Highest Powerball, Lowest Odds

I would do a lot for $1.6 billion. Like, a lot.

Did I buy a lottery ticket? No. Should I have bought a ticket? Probably not. Do I regret my failure to purchase a minuscule chance to win this enormous jackpot? Absolutely. Sorry, Mom.

In Powerball, people pick numbers in a sequence. Five numbered white balls and one numbered Powerball are drawn. If you pick all of the correct numbers, you win the jackpot. People can win smaller prizes of smaller cash values. Simple game, big reward. In October, the organization increased the number of possible white balls to 69 and the number of red balls to 26. Powerball’s changes actually decreased the chance to win the big jackpot and increased the size of main prize. People are more likely to get struck by lightening or flattened by a rouge cow than win the lottery. In fact, The Economist reported that buyers are more likely to get hit by an asteroid than win the lottery.

On top of the astoundingly low likelihood of bringing home the bug bucks, many people lose a lot of money to the game. Even though each wager is two dollars, those bets can add up in a frenzied scramble at a local 7-eleven.

While there is something spectacularly devious about the lottery, the gambler inside my brain sees something kind of beautiful about the idea of Powerball. Two dollars could theoretically turn into over one billion dollars. If I apply some of that stuff I learned in Chemistry about significant figures, I know have no chance at winning the jackpot. Zero percent. Even if I bought a handful of bets, I’d have a zero percent change of winning. I might as well spend that money on a gas station churro or something.

But that two dollars is kind of fantastic. Despite the low odds, people still bet their money. Usually a small amount, yes, but still an amount. People in this country seem to have this internal hope at winning the game, and no matter how unlikely the victory, they still hand over their two bucks. Why? Perhaps humans want to feel part of something larger than their own selves and take part in something that seems so much larger than their own lives. Perhaps people have a twisted obsession with this game of low odds because of the tiny adrenaline high they feel when they pick those six numbers on the wager.

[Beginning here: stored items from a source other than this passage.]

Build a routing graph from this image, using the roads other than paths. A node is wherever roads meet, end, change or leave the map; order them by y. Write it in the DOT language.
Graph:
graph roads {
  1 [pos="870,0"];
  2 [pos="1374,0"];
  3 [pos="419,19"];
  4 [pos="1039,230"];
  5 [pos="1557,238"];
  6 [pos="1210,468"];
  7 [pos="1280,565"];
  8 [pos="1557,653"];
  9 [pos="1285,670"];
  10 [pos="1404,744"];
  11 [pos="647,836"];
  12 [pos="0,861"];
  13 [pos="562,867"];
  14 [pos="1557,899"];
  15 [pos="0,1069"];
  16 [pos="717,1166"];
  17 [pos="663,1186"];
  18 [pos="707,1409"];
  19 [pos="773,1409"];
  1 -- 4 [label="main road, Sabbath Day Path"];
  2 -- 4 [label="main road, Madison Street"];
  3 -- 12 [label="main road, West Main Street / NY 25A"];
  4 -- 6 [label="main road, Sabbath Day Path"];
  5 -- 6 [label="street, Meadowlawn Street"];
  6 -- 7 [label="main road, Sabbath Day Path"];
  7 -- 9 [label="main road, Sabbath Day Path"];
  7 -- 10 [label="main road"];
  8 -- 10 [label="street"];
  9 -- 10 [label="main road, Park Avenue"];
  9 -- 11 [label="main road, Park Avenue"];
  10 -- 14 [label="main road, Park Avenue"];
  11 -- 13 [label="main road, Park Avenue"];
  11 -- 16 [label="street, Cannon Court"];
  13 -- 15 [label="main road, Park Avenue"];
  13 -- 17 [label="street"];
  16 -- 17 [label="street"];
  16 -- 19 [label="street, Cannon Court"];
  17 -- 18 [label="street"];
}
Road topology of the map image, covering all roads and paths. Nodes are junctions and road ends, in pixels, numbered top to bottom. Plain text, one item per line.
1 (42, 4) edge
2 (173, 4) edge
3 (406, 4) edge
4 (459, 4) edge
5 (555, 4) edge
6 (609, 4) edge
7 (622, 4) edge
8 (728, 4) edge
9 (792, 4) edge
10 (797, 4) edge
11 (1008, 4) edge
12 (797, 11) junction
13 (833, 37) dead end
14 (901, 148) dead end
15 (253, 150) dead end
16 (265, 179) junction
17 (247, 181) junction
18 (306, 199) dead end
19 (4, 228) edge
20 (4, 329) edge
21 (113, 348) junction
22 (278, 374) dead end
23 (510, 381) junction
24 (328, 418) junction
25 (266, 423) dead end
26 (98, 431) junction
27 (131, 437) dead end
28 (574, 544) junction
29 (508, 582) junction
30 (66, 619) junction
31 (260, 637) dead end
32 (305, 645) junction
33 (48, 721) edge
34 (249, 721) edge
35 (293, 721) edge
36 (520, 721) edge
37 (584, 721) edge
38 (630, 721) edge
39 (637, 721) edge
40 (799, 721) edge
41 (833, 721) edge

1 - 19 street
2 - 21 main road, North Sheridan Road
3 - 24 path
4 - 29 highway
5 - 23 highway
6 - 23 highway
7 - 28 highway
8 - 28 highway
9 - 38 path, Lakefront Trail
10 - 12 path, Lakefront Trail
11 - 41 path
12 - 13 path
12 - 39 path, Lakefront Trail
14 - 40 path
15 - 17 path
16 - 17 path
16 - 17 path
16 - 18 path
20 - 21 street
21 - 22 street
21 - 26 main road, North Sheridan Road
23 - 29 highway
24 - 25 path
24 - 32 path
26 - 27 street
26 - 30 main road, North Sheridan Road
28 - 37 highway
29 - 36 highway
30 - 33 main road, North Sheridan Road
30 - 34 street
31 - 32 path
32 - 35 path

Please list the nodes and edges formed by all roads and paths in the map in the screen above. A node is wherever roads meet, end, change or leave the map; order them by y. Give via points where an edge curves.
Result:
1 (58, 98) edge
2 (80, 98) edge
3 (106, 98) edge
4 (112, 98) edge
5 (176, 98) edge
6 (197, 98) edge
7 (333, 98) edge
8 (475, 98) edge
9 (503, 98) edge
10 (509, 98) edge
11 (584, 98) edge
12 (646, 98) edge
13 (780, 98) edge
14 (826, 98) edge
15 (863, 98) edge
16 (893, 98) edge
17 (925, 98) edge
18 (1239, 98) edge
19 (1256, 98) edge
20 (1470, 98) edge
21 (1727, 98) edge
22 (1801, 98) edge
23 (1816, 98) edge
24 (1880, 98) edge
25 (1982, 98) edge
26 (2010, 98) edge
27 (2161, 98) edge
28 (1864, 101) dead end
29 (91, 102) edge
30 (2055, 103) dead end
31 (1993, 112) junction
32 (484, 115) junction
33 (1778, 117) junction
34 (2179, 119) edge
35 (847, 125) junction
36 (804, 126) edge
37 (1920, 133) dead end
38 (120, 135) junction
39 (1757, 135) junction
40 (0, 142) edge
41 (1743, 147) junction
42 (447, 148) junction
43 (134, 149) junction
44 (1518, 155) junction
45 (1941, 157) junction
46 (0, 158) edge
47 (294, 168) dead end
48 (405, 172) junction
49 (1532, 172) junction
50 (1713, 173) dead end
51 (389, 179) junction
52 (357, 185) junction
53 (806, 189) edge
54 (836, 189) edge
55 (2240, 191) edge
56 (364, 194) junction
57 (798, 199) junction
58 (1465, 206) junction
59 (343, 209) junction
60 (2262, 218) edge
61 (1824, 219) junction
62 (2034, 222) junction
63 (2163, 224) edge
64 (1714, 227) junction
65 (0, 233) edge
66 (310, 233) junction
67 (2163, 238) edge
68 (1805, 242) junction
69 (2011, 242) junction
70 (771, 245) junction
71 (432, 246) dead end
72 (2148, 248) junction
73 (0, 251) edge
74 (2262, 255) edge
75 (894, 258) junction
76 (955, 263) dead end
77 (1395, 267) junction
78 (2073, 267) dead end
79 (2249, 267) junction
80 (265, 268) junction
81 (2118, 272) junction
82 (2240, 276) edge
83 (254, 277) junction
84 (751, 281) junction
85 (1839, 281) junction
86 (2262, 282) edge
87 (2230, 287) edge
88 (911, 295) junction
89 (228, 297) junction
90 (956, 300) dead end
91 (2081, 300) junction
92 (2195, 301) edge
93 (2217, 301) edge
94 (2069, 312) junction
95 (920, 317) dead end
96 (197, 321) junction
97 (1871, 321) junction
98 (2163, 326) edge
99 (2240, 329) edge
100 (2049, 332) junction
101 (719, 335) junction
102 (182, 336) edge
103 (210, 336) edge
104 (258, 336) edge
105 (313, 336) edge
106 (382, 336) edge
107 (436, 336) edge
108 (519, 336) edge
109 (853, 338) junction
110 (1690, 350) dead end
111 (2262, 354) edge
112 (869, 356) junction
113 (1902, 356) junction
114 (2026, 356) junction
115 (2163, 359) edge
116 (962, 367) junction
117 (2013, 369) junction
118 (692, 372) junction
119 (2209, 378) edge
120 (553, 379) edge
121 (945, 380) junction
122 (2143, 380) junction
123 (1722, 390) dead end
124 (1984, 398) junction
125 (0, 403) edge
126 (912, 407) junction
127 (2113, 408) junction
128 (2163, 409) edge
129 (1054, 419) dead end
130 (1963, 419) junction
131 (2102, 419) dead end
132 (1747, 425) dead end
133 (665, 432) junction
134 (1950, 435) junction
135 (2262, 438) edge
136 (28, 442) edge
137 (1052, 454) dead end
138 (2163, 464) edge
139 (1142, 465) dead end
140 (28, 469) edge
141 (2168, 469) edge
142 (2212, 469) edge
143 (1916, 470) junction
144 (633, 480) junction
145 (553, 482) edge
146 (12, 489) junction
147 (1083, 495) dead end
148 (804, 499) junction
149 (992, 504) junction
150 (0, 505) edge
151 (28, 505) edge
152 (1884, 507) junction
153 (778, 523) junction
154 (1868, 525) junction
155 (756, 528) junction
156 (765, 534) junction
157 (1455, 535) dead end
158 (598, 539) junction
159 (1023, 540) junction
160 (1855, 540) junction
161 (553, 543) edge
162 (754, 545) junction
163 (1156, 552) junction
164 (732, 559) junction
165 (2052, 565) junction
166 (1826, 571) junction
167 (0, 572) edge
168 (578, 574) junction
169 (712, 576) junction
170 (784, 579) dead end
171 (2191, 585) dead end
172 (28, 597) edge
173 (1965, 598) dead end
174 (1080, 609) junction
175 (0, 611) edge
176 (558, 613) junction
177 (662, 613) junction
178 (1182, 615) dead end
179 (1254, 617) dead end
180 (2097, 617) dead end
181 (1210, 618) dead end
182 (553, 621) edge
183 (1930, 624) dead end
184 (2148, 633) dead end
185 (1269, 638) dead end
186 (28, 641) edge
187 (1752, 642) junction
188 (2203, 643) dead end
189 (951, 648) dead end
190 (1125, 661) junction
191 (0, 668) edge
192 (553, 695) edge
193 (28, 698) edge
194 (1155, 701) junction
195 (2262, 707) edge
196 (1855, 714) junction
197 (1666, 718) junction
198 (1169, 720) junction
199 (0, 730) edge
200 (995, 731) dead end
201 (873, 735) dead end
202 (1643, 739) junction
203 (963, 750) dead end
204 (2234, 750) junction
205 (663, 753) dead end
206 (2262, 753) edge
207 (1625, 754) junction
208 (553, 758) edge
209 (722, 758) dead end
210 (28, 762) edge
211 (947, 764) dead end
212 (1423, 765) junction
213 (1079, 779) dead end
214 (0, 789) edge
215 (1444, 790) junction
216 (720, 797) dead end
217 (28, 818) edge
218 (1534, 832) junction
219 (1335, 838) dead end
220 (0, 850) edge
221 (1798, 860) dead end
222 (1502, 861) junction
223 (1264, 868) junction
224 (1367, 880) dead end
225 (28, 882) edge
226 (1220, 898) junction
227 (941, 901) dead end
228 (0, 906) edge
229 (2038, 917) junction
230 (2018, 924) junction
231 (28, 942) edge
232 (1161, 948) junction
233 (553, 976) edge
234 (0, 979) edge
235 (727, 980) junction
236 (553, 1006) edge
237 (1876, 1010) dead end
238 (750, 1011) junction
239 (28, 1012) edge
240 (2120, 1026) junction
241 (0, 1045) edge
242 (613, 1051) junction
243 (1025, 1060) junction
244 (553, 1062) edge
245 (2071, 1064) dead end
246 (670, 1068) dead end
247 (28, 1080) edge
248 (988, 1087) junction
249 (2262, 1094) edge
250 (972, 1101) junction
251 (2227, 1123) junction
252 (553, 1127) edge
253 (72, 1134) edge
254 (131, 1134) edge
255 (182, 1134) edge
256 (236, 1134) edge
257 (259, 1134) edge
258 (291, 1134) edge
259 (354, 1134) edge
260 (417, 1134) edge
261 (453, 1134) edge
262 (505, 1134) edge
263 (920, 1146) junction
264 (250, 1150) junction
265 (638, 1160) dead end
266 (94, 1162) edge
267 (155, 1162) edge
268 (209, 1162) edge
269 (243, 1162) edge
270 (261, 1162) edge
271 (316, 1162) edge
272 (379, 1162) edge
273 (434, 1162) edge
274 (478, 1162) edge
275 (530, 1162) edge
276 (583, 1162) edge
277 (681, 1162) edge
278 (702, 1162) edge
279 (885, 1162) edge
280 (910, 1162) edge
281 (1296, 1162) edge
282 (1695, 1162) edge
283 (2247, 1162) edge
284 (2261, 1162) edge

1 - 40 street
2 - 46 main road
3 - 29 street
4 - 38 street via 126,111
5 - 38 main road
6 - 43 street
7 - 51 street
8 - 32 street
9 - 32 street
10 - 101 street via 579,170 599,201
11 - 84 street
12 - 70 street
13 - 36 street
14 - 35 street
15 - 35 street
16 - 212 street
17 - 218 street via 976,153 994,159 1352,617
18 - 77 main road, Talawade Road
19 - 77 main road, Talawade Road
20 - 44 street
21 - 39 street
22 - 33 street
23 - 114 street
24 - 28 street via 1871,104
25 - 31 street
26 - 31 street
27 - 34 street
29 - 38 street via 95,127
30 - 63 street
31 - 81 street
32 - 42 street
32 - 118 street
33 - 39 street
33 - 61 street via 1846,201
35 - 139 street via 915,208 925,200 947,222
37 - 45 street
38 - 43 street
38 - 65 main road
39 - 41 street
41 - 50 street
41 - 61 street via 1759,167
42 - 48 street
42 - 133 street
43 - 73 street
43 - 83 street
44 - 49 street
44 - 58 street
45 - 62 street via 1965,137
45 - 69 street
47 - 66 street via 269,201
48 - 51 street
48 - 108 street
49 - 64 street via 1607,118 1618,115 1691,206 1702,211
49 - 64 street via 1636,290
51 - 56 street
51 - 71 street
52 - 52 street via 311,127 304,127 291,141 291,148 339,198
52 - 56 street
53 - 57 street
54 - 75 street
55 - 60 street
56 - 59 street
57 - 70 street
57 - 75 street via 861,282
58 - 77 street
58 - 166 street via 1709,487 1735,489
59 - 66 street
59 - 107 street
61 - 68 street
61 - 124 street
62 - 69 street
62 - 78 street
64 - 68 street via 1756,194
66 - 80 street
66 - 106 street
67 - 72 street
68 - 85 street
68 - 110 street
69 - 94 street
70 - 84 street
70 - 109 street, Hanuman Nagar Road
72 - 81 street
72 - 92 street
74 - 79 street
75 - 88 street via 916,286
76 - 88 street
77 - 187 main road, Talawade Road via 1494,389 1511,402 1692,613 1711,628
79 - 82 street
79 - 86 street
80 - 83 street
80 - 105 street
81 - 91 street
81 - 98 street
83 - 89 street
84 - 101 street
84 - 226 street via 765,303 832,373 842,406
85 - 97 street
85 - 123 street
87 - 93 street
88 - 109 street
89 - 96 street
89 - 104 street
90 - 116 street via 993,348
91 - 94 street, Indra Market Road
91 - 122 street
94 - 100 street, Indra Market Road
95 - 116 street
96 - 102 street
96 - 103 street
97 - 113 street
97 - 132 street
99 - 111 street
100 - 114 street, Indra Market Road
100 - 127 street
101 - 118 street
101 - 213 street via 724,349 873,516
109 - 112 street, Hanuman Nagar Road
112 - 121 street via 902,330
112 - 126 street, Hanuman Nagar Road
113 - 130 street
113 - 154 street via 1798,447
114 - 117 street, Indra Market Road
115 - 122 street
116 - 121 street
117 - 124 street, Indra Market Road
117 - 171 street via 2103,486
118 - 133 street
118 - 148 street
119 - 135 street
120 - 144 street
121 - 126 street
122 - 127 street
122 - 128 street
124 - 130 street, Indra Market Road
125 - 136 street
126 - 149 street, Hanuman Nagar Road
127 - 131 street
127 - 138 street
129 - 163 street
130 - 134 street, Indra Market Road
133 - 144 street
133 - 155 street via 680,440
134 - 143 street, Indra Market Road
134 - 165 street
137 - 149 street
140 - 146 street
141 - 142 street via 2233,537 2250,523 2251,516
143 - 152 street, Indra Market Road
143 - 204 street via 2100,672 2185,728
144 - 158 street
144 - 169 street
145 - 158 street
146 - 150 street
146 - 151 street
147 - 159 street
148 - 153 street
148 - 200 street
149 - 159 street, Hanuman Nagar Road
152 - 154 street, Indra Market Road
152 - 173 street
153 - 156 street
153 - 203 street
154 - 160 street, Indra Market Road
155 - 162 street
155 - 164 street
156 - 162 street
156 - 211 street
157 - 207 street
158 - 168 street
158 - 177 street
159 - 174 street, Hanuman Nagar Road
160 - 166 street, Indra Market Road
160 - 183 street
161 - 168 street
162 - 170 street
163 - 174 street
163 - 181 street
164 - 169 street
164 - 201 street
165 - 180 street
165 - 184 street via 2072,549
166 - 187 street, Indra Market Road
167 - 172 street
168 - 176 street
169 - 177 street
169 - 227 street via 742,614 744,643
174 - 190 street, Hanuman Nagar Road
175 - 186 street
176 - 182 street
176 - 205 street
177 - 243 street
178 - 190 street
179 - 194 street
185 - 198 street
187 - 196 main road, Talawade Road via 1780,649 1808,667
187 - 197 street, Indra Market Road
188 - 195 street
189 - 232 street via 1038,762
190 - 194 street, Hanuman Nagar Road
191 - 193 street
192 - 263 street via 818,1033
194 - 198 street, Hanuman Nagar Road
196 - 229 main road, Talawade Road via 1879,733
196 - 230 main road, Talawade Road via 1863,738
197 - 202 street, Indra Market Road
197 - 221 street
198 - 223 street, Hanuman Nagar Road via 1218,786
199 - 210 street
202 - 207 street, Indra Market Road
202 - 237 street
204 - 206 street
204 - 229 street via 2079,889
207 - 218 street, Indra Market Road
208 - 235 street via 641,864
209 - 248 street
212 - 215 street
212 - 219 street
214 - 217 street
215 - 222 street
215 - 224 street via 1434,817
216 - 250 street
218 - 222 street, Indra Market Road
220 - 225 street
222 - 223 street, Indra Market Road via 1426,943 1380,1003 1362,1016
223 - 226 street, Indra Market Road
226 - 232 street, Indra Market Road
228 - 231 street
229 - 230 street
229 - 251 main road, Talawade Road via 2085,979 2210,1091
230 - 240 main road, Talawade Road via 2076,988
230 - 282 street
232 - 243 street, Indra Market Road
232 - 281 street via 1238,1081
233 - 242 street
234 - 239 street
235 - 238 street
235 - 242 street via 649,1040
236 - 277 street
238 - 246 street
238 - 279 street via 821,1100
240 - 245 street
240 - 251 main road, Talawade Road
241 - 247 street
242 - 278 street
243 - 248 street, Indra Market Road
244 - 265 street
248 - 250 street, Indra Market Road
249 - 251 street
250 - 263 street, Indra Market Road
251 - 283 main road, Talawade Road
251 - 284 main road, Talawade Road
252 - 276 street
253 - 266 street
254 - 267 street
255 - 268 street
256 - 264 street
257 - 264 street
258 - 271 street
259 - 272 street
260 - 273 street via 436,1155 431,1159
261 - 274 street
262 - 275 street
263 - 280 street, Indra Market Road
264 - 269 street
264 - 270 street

Whatever the case, this small bit of hope that people have seems trivial, but it also says something very powerful. It seems as if there is some kind of human resilience in situations of guaranteed failure. Maybe not even resilience but a complete leap into a pool with no water. The repercussions aren’t that bad, maybe a few bruises and a few bucks missing from a wallet. There also really isn’t any incentive to bet in the first place, and I think most people who participate in Powerball understand the low odds.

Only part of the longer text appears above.